**Problem details**.
All entries below are to be copied precisely as they appear.

**Dataset content**.
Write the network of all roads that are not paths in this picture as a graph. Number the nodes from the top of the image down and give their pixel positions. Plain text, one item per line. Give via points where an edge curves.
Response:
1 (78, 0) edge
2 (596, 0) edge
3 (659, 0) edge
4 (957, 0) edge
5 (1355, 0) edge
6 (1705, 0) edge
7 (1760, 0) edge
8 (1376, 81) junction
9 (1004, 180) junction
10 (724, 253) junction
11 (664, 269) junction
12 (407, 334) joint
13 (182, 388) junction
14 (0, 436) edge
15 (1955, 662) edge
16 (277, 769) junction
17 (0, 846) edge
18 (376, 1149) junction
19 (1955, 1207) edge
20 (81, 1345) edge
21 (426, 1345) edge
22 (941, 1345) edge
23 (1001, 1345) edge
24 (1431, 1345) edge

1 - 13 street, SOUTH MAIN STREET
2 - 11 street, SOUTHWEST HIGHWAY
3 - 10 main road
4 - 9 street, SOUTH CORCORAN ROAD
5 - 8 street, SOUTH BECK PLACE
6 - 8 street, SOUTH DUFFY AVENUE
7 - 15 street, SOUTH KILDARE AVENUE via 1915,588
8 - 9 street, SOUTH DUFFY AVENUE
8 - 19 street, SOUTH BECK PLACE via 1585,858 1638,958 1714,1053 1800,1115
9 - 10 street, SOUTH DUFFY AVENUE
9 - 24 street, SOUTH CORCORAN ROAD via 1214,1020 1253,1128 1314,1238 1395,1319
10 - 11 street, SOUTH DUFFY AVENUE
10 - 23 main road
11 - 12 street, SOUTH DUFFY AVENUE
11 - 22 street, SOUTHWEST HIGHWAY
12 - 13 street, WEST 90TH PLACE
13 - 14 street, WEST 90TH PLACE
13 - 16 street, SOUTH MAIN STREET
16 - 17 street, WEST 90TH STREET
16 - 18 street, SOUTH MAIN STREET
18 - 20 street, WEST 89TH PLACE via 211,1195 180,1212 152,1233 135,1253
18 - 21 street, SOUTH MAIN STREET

**Output for this task**.
Write the network of all roads that are not paths in this picture as a graph. Number the nodes from the top of the image down and give their pixel positions. Plain text, one item per line. Give via points where an edge curves.
Response:
1 (78, 0) edge
2 (596, 0) edge
3 (659, 0) edge
4 (957, 0) edge
5 (1355, 0) edge
6 (1705, 0) edge
7 (1760, 0) edge
8 (1376, 81) junction
9 (1004, 180) junction
10 (724, 253) junction
11 (664, 269) junction
12 (407, 334) joint
13 (182, 388) junction
14 (0, 436) edge
15 (1955, 662) edge
16 (277, 769) junction
17 (0, 846) edge
18 (376, 1149) junction
19 (1955, 1207) edge
20 (81, 1345) edge
21 (426, 1345) edge
22 (941, 1345) edge
23 (1001, 1345) edge
24 (1431, 1345) edge

1 - 13 street, SOUTH MAIN STREET
2 - 11 street, SOUTHWEST HIGHWAY
3 - 10 main road
4 - 9 street, SOUTH CORCORAN ROAD
5 - 8 street, SOUTH BECK PLACE
6 - 8 street, SOUTH DUFFY AVENUE
7 - 15 street, SOUTH KILDARE AVENUE via 1915,588
8 - 9 street, SOUTH DUFFY AVENUE
8 - 19 street, SOUTH BECK PLACE via 1585,858 1638,958 1714,1053 1800,1115
9 - 10 street, SOUTH DUFFY AVENUE
9 - 24 street, SOUTH CORCORAN ROAD via 1214,1020 1253,1128 1314,1238 1395,1319
10 - 11 street, SOUTH DUFFY AVENUE
10 - 23 main road
11 - 12 street, SOUTH DUFFY AVENUE
11 - 22 street, SOUTHWEST HIGHWAY
12 - 13 street, WEST 90TH PLACE
13 - 14 street, WEST 90TH PLACE
13 - 16 street, SOUTH MAIN STREET
16 - 17 street, WEST 90TH STREET
16 - 18 street, SOUTH MAIN STREET
18 - 20 street, WEST 89TH PLACE via 211,1195 180,1212 152,1233 135,1253
18 - 21 street, SOUTH MAIN STREET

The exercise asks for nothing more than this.